Ultimately, this army of killers failed, but such was the fear that their poniards, of terrible length and sharpness, placed in the hearts of Mongol chiefs that body armour was worn both day and night by every man of importance in the Khan’s dominions. The response of the Mongols, the superpower of the Middle Ages, to these men began with enslavement and massacre of their women and children and ended with a brutal invasion of Persia and an ensuing genocide that even today, eight hundred years later, still resonates in the consciousness of Iranians.
In 1092 a man from the same sect, armed only with a sanctified blade, had effectively destroyed a great Islamic empire with one political killing.
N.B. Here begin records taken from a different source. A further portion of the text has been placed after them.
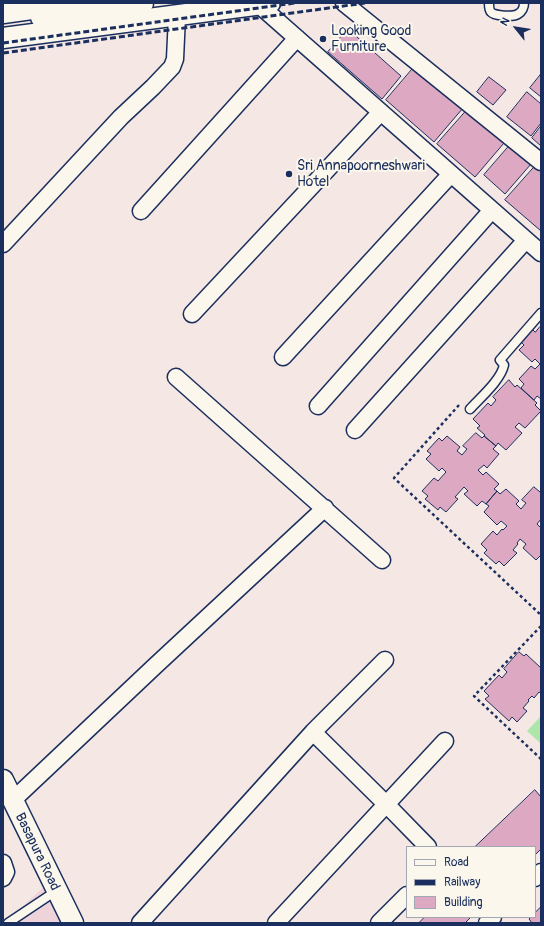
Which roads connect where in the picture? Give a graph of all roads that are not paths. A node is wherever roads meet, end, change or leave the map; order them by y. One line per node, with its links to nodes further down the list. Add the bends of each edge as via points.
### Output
1 (67, 3): 7 (highway)
2 (142, 3): 9 (highway)
3 (344, 3): 13 (street)
4 (489, 3): 5 (lane, via 489,11 492,14 513,16 522,11)
5 (524, 3)
6 (262, 4): 8 (street); 11 (street)
7 (3, 12)
8 (177, 16): 10 (street); 18 (street, via 176,59 172,67 120,117)
9 (3, 22)
10 (3, 38)
11 (297, 38): 12 (street); 16 (street)
12 (381, 112): 14 (street); 21 (street)
13 (541, 162)
14 (451, 174): 15 (street); 22 (street)
15 (492, 210): 17 (street); 24 (street)
16 (141, 211)
17 (526, 240): 19 (street); 26 (street)
18 (3, 244)
19 (541, 253)
20 (541, 313): 25 (lane, via 500,360 504,365 499,377)
21 (192, 314)
22 (283, 357)
23 (176, 377): 27 (street)
24 (318, 406)
25 (470, 409)
26 (355, 430)
27 (325, 508): 28 (street); 32 (street, via 149,671)
28 (382, 560)
29 (385, 660): 30 (street)
30 (313, 732): 33 (street); 41 (street)
31 (445, 740): 33 (street)
32 (7, 791): 37 (street, Basapura Road)
33 (386, 804): 34 (street); 42 (street)
34 (427, 846)
35 (3, 863): 36 (street, via 6,872)
36 (3, 878)
37 (56, 891): 39 (lane); 40 (street, Basapura Road)
38 (406, 896): 43 (street)
39 (8, 923)
40 (73, 923)
41 (140, 923)
42 (276, 923)
43 (379, 923)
This single murder divided and weakened the Muslim states of Iraq and Syria to such a degree that it gave the knights of the First Crusade the chance they needed to be able to take Jerusalem and create the Latin Kingdom of Heaven on Earth. Later, in a violent and ironic twist of fate they acted as a catalyst for the Islamic jihad that would eventually eradicate the Frankish Kingdom of Jerusalem.
These were the Assassins of the Nizari Ismailis, Muslims whose emergence into the religious and political landscapes of Persia and Syria was viewed by the rest of Islam as a trumpet blast heralding the Last Days. Their devotees eradicated whole political dynasties in Persia through campaigns of assassination and numbered caliphs among their victims. Even Saladin, the most famous leader of the Holy War against the infidel Crusaders, lived in fear of their ability to penetrate a sultan’s close bodyguard and to infiltrate royal households. The Ismaili grand masters never left the safety of near-impenetrable castles in Persia and Syria and yet no man of importance, from Cairo in the west to Samarqand in the east, could consider himself beyond the reach of their disciples’ knives.
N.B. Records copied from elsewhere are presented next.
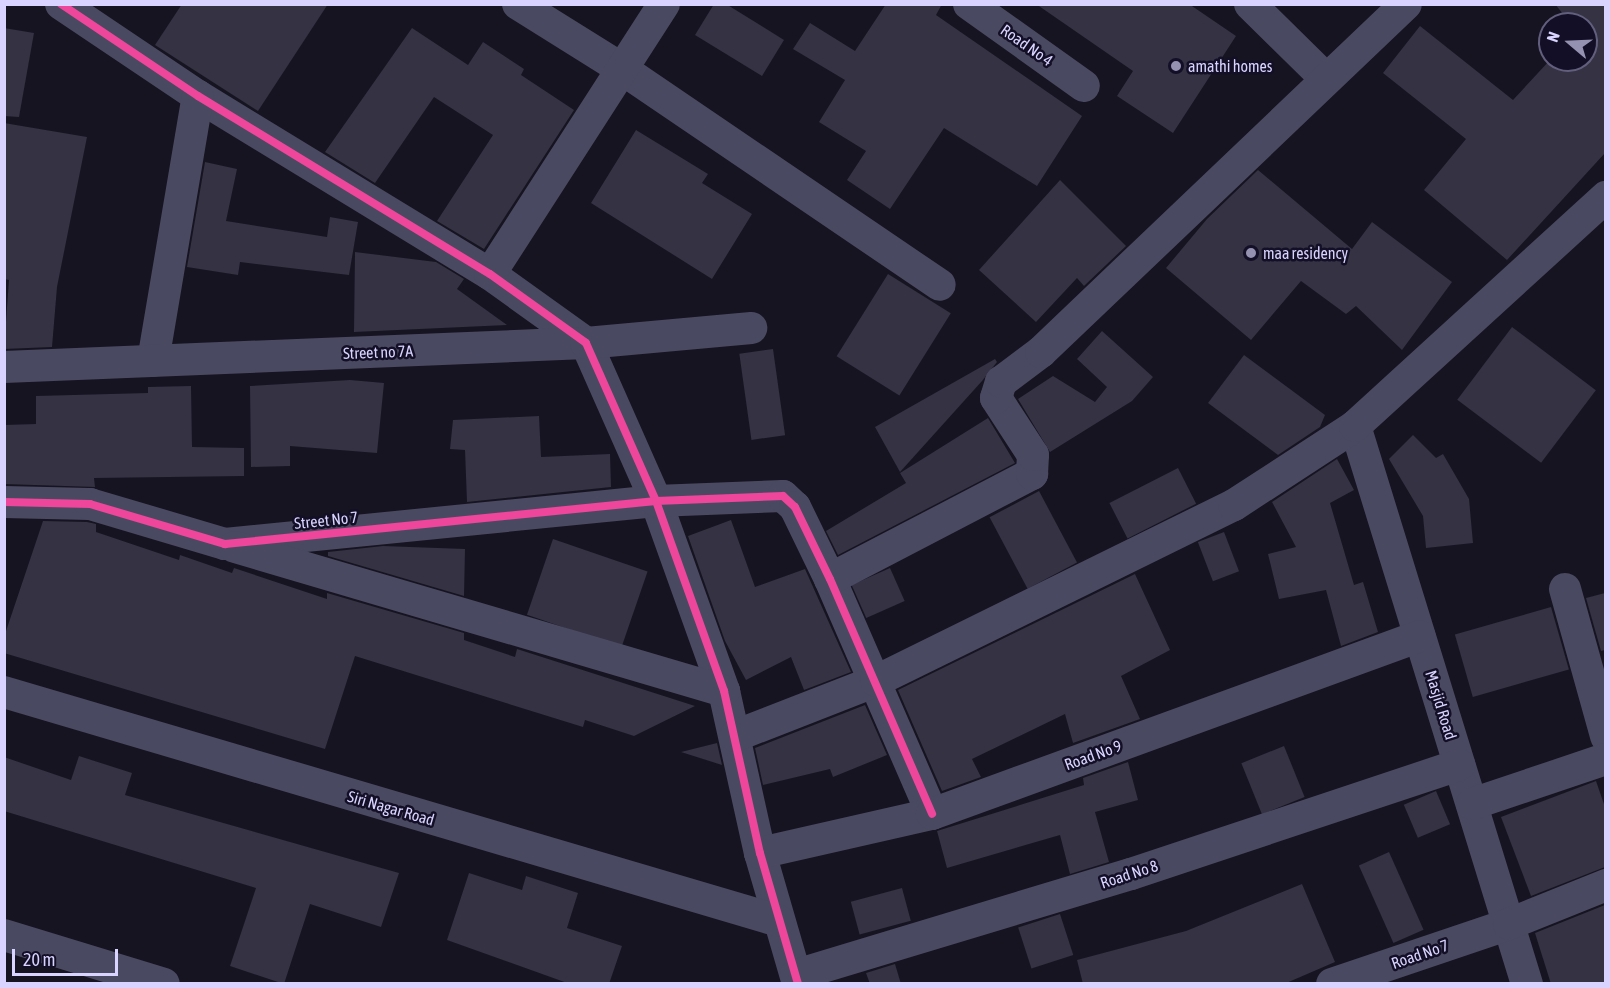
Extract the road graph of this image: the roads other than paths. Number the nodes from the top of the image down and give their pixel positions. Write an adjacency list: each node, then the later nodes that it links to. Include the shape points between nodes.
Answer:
1 (61, 4): 10 (street)
2 (518, 4): 7 (street)
3 (664, 4): 7 (street)
4 (969, 4): 9 (street, Road No 4)
5 (1250, 4): 8 (street)
6 (1406, 4): 8 (street)
7 (622, 69): 12 (street); 13 (street)
8 (1325, 78): 22 (street, via 1041,352 1001,382 996,398 1033,455 1032,474)
9 (1084, 86)
10 (198, 96): 12 (street); 16 (street)
11 (1605, 197): 18 (street)
12 (490, 274): 15 (street)
13 (940, 285)
14 (751, 328): 15 (street, Street no 7A)
15 (586, 343): 16 (street, Street no 7A); 19 (street)
16 (153, 361): 17 (street, Street no 7A)
17 (4, 367)
18 (1355, 426): 24 (street, Masjid Road); 25 (street, via 1234,505)
19 (656, 501): 21 (street, Street No 7); 22 (street, Street No 7, via 783,496 795,507); 26 (street)
20 (4, 502): 21 (street, Street No 7, via 90,504)
21 (225, 544): 26 (street)
22 (830, 579): 25 (street, Street No 7)
23 (1565, 589): 29 (street)
24 (1420, 636): 31 (street, Masjid Road); 33 (street, Road No 9)
25 (876, 681): 28 (street); 33 (street, Street No 7)
26 (724, 691): 28 (street)
27 (4, 692): 36 (street, Siri Nagar Road)
28 (735, 736): 34 (street)
29 (1605, 736)
30 (1605, 759): 32 (street)
31 (1459, 765): 32 (street, Masjid Road); 39 (street, Road No 8)
32 (1472, 804): 37 (street, Masjid Road)
33 (932, 814): 34 (street, Road No 9)
34 (760, 853): 36 (street)
35 (1605, 885): 37 (street, Road No 7)
36 (779, 921): 39 (street)
37 (1509, 924): 41 (street, Road No 7); 42 (street, Masjid Road)
38 (4, 935): 40 (street)
39 (797, 979)
40 (164, 984)
41 (1332, 984)
42 (1527, 984)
Their infamy did not end, however, at the borders of the Dar al-Islam. Beyond the lands of the Muslims the Assassins’ assaults on the Crusaders of Syria led to warnings travelling as far as the royal court of France. It was believed that there were agents planted in every king’s household ready to undertake political murder at the word of the grand master. The life of Edward I of England was very nearly ended by the Assassins’ blades and Richard the Lionheart’s reputation as the avatar of chivalry was sullied by association with them after they murdered Conrad of Montferrat, the hero of the Crusader resistance to Saladin, in the streets of Acre.
The Assassins operated as a military power, not through direct confrontation but through their skilled and selective political killings and by fifth-column infiltration. Their selection of these tactics was due to the requirements of the asymmetrical wars they were forced to fight against numerically superior, militarily advantaged and logistically dominant enemies who could not be met on the battlefield with any real hope of success. In these uneven wars the Nizari Ismaili Assassins maintained an impressive record of frustrating the ambitions of great princes and their mission to slay the Khan drew on chameleonic skills of concealment learned over the course of a century and a half of eliminations and intimidation and was driven by an unswerving devotion to their grand master.
Had they been able to kill the Khan, the Assassins might just have been able to save Islam from the Mongol rage that was soon to engulf it. As it was, their failure only hastened the galloping horses of the coming Apocalypse.
Such was the action during the waning of the golden age of Islam. To uncover why the Ismaili Assassins came about, and how their methods evolved we have to go back to the seventh century, when Islam was just beginning its incredible journey of conquest, and to the death of the Prophet Muhammad.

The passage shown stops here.